── ENTRIES PROVIDED

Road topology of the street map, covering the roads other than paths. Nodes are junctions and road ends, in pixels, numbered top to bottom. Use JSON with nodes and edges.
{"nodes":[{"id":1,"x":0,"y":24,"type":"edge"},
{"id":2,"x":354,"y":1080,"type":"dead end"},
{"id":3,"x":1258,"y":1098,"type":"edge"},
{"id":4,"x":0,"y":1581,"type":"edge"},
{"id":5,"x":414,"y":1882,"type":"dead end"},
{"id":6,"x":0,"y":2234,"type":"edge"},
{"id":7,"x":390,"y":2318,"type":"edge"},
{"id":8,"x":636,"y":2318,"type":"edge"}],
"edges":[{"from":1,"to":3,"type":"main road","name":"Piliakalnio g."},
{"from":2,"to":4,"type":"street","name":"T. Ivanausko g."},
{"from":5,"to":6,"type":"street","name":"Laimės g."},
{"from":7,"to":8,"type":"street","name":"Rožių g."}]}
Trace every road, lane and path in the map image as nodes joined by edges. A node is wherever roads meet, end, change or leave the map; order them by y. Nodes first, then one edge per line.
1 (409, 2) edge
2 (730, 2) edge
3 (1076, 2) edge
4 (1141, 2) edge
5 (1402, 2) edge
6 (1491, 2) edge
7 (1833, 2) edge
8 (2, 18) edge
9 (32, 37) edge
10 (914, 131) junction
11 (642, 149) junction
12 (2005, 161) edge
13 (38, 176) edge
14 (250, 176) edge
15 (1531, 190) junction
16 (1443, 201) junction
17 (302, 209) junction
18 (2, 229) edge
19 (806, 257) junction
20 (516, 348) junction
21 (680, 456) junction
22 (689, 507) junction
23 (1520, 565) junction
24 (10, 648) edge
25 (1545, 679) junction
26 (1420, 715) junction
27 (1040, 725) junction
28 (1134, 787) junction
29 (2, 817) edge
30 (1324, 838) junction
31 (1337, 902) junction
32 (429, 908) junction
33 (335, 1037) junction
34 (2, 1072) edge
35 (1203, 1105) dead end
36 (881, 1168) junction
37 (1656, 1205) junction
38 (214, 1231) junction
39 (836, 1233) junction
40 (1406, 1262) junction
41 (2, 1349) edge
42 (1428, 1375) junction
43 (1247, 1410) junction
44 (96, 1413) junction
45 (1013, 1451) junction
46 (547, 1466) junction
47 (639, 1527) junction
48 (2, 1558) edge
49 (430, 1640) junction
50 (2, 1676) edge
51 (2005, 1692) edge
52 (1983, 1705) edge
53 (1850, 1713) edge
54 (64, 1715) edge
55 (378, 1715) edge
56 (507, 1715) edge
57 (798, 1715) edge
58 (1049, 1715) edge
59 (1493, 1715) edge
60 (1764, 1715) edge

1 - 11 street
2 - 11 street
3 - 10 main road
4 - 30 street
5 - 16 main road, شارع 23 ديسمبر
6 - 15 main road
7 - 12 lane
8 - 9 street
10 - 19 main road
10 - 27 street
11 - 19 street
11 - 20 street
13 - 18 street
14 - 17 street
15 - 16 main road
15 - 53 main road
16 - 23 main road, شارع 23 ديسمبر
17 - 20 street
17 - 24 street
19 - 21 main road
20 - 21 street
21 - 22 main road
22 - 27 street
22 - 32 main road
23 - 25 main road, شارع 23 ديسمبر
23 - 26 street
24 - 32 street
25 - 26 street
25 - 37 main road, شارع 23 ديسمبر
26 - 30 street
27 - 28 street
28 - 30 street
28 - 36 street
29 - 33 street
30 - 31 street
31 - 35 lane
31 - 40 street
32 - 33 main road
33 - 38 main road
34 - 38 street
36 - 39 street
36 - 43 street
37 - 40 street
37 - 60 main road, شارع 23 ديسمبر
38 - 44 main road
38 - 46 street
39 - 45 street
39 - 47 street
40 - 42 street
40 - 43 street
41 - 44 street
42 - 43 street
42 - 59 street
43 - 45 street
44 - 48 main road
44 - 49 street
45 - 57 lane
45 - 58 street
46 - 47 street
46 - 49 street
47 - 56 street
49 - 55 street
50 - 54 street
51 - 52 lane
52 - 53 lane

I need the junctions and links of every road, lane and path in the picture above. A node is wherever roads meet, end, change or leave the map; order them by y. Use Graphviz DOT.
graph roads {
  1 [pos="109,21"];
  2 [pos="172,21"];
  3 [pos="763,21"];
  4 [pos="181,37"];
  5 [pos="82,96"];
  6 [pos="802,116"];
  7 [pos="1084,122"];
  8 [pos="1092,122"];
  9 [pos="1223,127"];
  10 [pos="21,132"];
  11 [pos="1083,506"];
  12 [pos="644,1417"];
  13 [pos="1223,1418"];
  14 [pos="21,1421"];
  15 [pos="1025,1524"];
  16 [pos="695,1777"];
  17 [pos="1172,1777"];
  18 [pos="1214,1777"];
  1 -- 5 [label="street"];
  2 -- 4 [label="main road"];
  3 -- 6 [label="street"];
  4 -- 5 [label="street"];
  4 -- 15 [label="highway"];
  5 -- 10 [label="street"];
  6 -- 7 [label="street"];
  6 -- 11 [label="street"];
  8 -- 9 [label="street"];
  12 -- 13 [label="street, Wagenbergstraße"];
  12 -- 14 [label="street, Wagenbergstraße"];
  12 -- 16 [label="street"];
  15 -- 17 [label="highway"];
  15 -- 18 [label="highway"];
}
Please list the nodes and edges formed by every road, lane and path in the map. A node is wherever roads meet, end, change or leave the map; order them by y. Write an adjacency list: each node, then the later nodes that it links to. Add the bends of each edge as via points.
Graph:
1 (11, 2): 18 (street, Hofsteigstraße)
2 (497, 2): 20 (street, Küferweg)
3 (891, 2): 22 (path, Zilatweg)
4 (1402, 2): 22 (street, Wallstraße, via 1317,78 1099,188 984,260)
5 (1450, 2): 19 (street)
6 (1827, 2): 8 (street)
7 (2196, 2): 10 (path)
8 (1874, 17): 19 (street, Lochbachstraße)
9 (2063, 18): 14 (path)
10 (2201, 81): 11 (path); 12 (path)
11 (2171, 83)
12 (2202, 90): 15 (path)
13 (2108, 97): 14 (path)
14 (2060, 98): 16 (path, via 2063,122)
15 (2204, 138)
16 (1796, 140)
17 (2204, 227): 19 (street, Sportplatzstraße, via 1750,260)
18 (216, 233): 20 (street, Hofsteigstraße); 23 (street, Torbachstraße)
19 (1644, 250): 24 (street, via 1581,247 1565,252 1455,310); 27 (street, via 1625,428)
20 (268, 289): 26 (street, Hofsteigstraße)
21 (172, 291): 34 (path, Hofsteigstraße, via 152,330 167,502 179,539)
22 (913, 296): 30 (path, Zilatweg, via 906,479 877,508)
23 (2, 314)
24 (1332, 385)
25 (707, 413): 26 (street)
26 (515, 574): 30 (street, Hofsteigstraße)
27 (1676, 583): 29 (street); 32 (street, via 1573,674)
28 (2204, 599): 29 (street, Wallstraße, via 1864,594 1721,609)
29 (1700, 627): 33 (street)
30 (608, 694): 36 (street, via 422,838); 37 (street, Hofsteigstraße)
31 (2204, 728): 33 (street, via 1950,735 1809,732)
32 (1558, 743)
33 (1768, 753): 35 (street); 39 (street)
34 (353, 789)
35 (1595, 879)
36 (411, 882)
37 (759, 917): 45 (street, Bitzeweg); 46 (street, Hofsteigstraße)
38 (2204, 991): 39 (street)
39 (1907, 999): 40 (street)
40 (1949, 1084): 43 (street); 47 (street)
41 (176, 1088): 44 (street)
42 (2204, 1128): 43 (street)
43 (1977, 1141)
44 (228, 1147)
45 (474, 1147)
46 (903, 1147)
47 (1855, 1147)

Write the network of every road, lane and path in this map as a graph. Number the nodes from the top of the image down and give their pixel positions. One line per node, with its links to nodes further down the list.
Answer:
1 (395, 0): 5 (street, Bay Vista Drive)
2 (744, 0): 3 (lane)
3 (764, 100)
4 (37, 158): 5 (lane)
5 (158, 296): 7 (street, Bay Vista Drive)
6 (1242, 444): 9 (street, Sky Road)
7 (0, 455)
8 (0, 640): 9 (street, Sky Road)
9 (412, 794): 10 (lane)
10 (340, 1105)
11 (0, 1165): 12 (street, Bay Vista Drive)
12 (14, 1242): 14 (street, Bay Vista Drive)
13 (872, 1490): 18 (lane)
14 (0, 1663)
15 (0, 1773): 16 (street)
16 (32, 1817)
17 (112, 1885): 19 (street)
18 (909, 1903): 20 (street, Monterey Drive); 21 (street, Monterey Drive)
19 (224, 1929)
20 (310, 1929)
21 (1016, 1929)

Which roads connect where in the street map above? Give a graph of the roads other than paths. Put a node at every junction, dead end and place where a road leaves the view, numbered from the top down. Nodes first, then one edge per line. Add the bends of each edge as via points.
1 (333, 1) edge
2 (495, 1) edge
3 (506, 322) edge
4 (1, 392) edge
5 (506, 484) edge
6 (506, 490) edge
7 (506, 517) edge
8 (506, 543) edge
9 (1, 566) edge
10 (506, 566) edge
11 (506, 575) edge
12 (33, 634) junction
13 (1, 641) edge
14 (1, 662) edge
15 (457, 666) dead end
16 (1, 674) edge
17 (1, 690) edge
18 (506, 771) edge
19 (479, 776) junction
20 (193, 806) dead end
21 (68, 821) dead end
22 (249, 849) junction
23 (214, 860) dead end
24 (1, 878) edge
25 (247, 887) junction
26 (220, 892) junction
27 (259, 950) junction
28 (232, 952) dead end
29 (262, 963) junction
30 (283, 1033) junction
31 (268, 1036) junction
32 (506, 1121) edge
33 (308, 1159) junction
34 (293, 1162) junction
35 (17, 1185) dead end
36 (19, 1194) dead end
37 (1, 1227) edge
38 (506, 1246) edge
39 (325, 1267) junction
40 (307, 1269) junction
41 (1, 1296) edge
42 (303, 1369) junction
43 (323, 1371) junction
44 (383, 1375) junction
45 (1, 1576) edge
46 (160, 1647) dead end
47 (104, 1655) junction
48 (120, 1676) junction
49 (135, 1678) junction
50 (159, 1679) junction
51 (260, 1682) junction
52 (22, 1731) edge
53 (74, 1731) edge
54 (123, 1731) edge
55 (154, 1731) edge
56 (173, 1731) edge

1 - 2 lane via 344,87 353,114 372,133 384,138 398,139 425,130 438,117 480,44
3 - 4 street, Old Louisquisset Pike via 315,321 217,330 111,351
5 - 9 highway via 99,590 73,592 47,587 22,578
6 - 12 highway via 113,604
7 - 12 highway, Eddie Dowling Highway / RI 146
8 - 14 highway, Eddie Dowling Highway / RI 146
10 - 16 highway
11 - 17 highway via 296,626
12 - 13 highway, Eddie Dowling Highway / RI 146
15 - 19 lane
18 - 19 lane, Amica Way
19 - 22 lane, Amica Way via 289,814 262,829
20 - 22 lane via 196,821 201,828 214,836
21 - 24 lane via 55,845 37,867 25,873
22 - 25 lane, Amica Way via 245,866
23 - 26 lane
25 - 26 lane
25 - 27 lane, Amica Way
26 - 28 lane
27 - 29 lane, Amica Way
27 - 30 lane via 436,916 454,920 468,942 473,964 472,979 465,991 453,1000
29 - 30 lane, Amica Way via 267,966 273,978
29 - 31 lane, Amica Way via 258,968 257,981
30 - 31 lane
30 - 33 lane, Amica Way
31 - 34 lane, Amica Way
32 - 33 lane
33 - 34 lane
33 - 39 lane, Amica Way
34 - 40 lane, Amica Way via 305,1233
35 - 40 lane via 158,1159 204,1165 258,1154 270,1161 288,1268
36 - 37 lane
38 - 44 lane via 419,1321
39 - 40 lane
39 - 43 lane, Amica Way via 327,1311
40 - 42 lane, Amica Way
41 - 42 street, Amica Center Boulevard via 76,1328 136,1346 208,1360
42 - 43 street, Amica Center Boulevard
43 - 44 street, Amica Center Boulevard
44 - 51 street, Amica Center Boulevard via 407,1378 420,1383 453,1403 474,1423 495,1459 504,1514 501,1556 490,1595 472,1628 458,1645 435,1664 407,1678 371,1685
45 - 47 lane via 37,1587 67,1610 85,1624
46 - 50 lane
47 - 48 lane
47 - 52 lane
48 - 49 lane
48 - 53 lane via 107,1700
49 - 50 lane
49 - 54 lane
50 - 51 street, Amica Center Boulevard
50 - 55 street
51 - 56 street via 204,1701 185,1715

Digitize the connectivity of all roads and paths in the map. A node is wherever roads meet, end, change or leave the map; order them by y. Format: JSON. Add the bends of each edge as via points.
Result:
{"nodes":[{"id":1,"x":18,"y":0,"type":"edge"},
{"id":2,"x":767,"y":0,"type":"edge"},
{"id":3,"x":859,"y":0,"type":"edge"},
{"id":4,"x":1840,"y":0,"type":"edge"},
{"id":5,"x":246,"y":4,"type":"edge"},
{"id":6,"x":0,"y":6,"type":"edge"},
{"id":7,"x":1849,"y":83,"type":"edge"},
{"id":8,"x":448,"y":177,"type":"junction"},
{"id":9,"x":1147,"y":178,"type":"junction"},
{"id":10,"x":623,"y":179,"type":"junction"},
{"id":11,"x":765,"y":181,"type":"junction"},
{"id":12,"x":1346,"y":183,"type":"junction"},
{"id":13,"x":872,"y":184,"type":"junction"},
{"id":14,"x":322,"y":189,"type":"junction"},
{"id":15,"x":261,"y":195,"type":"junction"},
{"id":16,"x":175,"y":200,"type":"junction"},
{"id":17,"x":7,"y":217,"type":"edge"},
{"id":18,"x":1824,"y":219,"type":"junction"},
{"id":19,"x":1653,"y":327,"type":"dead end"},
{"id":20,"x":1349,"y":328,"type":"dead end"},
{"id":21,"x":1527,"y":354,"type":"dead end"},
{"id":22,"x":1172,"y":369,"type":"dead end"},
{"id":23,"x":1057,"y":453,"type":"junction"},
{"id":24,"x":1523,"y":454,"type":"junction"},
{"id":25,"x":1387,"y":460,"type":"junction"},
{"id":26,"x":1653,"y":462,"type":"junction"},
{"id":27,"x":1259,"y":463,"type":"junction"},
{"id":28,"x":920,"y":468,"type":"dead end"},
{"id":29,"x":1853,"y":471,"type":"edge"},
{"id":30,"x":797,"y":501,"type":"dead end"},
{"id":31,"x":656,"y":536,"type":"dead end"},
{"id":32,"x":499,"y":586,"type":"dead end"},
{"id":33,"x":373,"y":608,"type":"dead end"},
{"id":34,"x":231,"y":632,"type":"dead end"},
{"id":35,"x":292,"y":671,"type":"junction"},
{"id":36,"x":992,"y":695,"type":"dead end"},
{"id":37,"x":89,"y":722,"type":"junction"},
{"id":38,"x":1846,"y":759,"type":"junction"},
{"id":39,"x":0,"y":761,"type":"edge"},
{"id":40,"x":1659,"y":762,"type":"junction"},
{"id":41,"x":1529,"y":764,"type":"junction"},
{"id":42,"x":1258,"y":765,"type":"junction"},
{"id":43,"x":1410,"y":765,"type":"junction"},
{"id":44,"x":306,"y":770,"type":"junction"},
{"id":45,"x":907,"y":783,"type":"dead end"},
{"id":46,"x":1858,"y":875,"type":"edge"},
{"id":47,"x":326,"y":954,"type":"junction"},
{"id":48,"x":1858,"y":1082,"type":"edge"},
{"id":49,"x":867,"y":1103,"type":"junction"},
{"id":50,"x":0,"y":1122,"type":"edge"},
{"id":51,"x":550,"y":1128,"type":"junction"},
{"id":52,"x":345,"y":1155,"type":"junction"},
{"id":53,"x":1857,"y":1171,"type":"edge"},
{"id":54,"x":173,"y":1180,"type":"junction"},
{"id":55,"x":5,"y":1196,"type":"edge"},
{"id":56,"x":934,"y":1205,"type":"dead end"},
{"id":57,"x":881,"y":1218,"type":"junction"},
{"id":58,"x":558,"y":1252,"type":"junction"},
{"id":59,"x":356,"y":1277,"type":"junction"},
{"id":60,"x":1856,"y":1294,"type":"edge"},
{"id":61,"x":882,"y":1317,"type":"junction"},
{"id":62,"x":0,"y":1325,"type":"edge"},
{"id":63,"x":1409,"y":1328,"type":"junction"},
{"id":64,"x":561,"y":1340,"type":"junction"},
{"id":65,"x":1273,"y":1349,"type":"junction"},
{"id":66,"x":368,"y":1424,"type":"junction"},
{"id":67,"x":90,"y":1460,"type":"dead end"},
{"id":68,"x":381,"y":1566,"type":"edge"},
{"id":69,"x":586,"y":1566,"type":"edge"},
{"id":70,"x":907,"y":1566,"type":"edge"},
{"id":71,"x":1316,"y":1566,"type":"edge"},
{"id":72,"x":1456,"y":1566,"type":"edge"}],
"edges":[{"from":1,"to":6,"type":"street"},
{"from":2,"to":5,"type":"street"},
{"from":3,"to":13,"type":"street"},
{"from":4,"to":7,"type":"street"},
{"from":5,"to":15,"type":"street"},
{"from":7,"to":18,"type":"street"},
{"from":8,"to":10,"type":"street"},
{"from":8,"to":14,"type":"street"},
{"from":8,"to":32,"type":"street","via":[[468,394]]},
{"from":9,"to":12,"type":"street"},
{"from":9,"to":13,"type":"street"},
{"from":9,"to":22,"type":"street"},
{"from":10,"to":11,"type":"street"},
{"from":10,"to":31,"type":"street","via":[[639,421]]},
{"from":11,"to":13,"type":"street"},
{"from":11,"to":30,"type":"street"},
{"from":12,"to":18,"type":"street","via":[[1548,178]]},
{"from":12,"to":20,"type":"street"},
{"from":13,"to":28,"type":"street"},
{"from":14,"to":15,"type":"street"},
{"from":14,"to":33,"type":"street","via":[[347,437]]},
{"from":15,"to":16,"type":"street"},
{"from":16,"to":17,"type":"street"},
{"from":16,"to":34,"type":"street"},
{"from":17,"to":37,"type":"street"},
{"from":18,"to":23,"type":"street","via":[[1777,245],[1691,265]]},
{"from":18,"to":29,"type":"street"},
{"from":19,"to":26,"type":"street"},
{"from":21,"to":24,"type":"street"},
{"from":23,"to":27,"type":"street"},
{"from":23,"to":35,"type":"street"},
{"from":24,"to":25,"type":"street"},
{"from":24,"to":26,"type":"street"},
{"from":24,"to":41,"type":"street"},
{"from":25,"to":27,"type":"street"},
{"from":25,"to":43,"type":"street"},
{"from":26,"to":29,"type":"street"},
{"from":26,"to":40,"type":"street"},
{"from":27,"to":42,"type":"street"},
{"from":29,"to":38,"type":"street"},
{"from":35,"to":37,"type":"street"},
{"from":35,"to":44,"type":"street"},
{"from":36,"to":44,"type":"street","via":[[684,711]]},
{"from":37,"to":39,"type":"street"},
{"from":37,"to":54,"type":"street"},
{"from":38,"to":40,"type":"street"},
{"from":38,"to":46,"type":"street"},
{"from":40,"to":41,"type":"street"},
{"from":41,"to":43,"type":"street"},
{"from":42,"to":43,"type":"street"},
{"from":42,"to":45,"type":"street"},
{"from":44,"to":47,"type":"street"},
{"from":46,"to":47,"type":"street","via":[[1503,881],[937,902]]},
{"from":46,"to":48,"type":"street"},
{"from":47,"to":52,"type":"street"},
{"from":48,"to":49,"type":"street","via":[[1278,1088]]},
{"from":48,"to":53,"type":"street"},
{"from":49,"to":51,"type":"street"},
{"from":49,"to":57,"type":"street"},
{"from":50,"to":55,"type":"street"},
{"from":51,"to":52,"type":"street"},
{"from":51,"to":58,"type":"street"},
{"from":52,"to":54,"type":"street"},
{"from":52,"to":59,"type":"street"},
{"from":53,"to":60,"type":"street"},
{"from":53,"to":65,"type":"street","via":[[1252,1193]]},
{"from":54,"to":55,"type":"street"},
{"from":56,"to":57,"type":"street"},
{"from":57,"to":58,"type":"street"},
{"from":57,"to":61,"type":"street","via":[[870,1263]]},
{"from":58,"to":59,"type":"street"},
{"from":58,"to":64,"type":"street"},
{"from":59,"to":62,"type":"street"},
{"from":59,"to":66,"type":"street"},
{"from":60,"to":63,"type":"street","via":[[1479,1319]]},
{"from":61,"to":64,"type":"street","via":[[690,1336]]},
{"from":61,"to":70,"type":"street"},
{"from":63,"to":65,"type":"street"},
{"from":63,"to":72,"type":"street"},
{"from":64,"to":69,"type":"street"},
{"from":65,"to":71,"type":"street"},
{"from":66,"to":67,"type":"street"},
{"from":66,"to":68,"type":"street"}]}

────

§ PROBLEM STATEMENT
Copy only the lines in the listing that contain "شارع".

§ SOLUTION BELOW
5 - 16 main road, شارع 23 ديسمبر
16 - 23 main road, شارع 23 ديسمبر
23 - 25 main road, شارع 23 ديسمبر
25 - 37 main road, شارع 23 ديسمبر
37 - 60 main road, شارع 23 ديسمبر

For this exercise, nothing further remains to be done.